Could offshore wind soon be coming to Australian shores?
Massive offshore wind turbines are becoming a feature of coastal areas across Asia, Europe and North America. And they could soon be making an appearance in Australian waters, with the Bass Strait off Gippsland in Victoria already earmarked as a priority area for offshore wind down under.
April 2023 saw the start of seabed testing in the Strait, as part of plans to create a 2.2 GW offshore wind farm called Star of the South, one of the most advanced projects of its kind in the Southern hemisphere.
The scheme, backed by clean technology development behemoth Copenhagen Infrastructure Partners (CIP), is still “in the feasibility phase with environmental assessments currently underway to inform project planning and approvals,” according to the developers.

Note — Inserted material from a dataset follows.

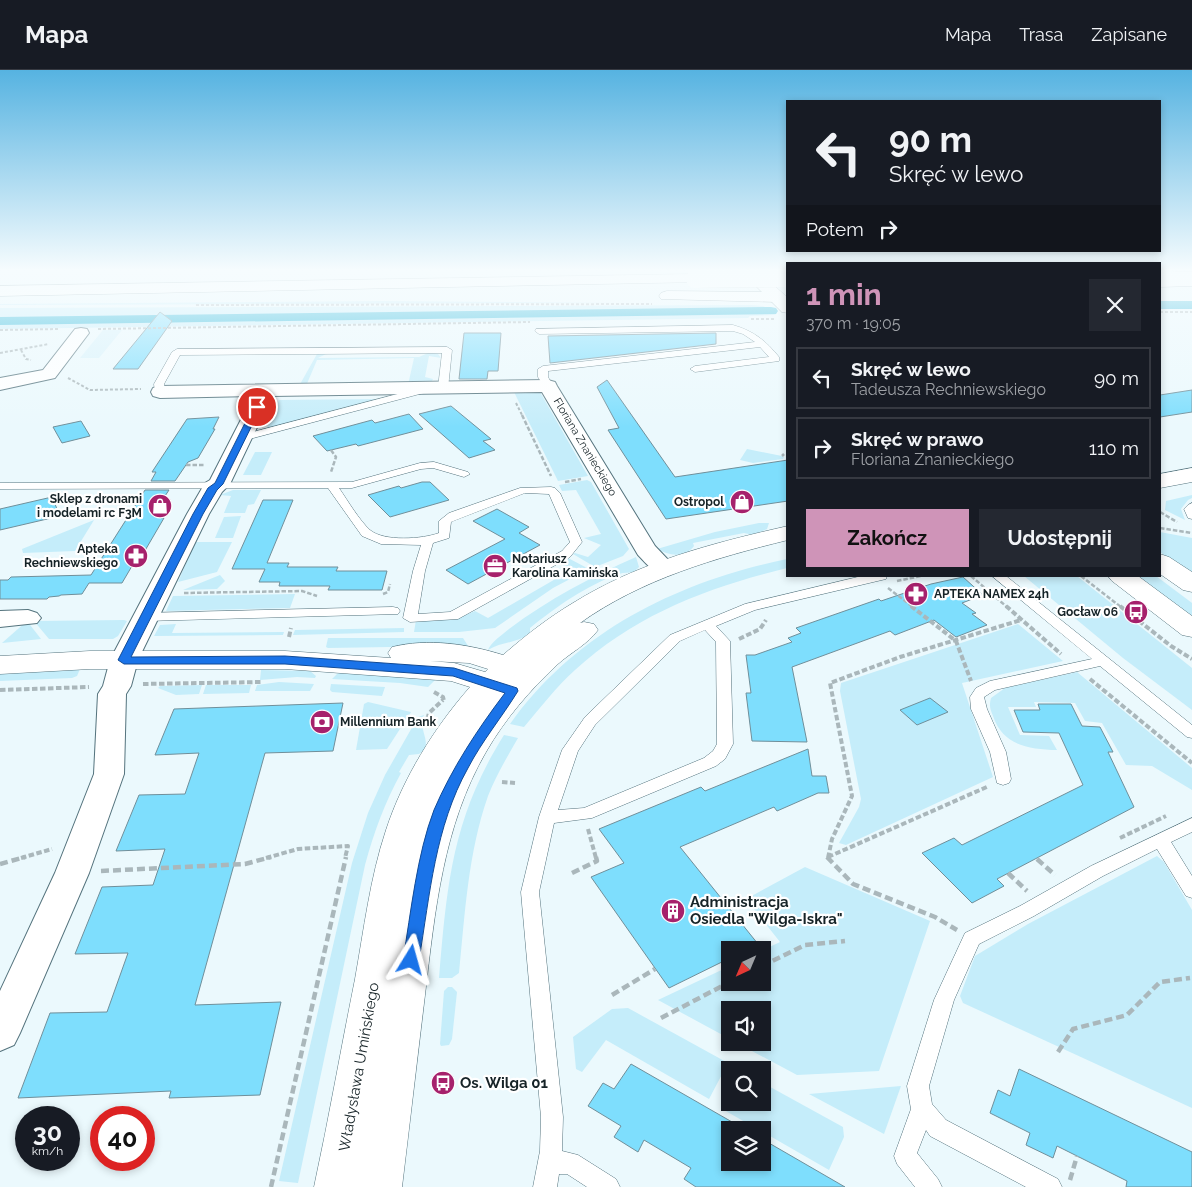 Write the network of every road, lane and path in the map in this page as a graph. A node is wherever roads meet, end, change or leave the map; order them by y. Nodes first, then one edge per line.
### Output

If it goes ahead, it will be able to supply up to a fifth of Victoria´s energy—enough for 1.2 million homes—while creating 2,000 new jobs in the state.
The Star of the South is unique in the region for its scale and stage of development—but is far from the only offshore wind project being considered in Australia.
“There are 20-plus projects at different stages of early development, including two floating projects by Spain-based BlueFloat Energy and Australia’s Energy Estate,” said the Global Wind Energy Council in its 2022 Global Offshore Wind Report.
The Council selected Australia as one of four markets “with high offshore wind potential,” mainly thanks to a Victoria state government target of 2 GW of offshore wind by 2032, 4 GW by 2035 and 9 GW by 2040.
“The newly elected prime minister has a strong position on renewables for responding to the climate emergency and supports a new target to reduce carbon emissions by 43% by 2030 and achieve net zero by 2035, rather than 2050,” said the Council.
“The Victorian government set a 9 GW target by 2040, with first installation in 2028. The Offshore Electricity Infrastructure Bill introduced in 2021 is set to allow seabed leasing by mid-2022. There is a public consultation on draft regulations for the Offshore Electricity Infrastructure Framework.”
Australia could ultimately source more than 2 terawatts of power from offshore wind, the Council said. Nevertheless, it is understandable that Australia has not moved sooner to take advantage of this resource.
Offshore wind first went mainstream in Europe, where land for onshore projects is in short supply and permitting for renewable energy plants is often stymied by land-use concerns.
In the early days, offshore wind was much more expensive than onshore projects, or solar generation, but the ability to exploit vast tracts of seabed still made it an attractive proposition for European lawmakers.
Australia, with its vast open spaces and abundant solar and wind resources, has simply not needed to worry about offshore wind until now. But recent developments have made offshore wind farms an attractive proposition even in Australian waters.
Massive buildouts in the UK, Germany and elsewhere have helped bring down the cost of offshore wind at a dizzying rate.
According to the latest levelised cost of energy (LCOE) analysis by Lazard, the financial advisory and asset management firm, offshore wind in the US has an LCOE ranging from USD$72 to $140 (AUD$108 to $210) per megawatt-hour (MWh).
This overlaps with onshore wind, which has an LCOE ranging from USD$24 to $75 (AUD$36 to $112) per MWh in the US. In a recent auction in Ireland, offshore wind developers bid an average of €86 (AUD$138) per MWh.
As well as being increasingly competitive, offshore wind is notable for boasting higher capacity factors than most other forms of intermittent renewable generation. In 2021, the average global capacity factor for offshore wind was 39%, with new projects in Europe delivering 50%.
This compares to an average capacity factor of around 35% for onshore wind and 17% for solar. Besides being able to provide energy for longer, the massive scale of many offshore wind projects makes them attractive to major infrastructure investors such as CIP.
One is that the massive turbines used offshore will have to be shipped from abroad, and potentially from Europe if Asian manufacturing capacity is stretched when the first Australian projects come online.
Australia could also struggle to secure installation vessels, although the need for these could be mitigated by using floating instead of fixed-bottom turbine foundations.
Another problem is that most of the expertise required for offshore wind farm construction will have to be imported, although increasingly European project developers are being recruited for Asian markets and thus could be within reach.
Finally, a big problem for offshore wind in many emerging markets is that it delivers large amounts of power to grids that typically run from inland to the coast, rather than the other way around.
The potential for grid connection issues is evident in the Star of the South project, where developers are considering two options: a preferred route via the Loy Yang power station and a backup plan connecting via Hazelwood Terminal Station.
What we have seen in the UK, the world’s second-largest offshore wind market after China, is that battery storage can serve an important role in helping the grid digest large amounts of electricity produced far out to sea.
Pacific Green’s first UK battery projects, on the coast of Kent in southeast England, are located at the landing point for the London Array, one of the largest offshore wind farms in the country. The battery plants can help soak up excess generation from offshore wind.
This is expertise that could easily be brought to Australia—and could help the country become a major offshore wind power in the years to come.